§ **ACTIVITY**: Which lines in the data below contain the word "where"? Return each of them.

§ **SUPPLIED DATA**:

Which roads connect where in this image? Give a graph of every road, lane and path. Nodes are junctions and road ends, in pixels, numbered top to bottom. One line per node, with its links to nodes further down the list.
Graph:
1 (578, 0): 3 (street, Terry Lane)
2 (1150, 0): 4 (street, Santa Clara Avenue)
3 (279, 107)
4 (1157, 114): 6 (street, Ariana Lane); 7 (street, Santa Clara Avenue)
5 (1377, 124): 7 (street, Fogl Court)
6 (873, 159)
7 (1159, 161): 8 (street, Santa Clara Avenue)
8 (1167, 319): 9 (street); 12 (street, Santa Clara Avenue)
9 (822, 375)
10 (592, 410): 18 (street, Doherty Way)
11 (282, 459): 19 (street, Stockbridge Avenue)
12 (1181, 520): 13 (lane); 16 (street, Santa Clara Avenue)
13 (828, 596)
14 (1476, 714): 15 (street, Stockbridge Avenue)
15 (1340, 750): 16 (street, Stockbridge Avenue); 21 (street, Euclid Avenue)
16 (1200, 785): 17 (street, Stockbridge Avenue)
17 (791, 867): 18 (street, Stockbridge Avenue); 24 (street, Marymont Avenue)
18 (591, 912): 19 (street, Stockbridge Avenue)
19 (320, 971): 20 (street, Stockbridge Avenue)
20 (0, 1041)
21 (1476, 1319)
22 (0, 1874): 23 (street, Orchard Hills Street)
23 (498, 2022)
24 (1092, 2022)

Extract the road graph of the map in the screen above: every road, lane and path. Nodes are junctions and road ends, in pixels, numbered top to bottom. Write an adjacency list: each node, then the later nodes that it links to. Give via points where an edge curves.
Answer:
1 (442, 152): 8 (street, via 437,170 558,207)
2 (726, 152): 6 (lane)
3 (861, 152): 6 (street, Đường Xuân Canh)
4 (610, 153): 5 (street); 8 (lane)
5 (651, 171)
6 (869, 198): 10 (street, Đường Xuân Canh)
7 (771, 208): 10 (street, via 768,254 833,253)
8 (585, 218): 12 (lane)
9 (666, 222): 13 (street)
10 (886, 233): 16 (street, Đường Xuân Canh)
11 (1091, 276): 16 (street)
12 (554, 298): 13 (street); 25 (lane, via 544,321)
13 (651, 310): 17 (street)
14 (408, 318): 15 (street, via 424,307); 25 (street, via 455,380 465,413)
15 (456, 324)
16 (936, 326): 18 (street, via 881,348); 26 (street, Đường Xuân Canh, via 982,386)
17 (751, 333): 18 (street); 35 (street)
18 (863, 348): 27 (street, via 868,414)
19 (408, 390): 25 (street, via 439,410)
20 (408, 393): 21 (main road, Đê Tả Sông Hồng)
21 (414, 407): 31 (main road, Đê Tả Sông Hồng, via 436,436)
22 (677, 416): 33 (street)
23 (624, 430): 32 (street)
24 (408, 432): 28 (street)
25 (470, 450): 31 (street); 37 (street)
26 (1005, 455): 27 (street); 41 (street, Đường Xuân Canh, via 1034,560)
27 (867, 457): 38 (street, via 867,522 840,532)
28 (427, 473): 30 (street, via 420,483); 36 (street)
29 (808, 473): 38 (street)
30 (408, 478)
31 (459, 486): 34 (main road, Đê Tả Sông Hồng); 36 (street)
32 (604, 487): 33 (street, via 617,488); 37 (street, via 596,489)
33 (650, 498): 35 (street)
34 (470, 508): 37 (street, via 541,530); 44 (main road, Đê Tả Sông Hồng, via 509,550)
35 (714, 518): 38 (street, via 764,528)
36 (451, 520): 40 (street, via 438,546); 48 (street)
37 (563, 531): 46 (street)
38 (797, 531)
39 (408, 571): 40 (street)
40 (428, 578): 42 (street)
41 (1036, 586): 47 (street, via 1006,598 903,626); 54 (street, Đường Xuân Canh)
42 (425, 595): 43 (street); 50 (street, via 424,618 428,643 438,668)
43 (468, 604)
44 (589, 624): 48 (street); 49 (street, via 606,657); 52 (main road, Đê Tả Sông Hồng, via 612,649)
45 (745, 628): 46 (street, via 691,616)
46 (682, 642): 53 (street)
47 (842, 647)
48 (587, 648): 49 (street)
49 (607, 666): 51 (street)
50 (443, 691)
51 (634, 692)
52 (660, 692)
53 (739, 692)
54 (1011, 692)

§ **EXERCISE SOLUTION**:
Which roads connect where in this image? Give a graph of every road, lane and path. Nodes are junctions and road ends, in pixels, numbered top to bottom. One line per node, with its links to nodes further down the list.
Extract the road graph of the map in the screen above: every road, lane and path. Nodes are junctions and road ends, in pixels, numbered top to bottom. Write an adjacency list: each node, then the later nodes that it links to. Give via points where an edge curves.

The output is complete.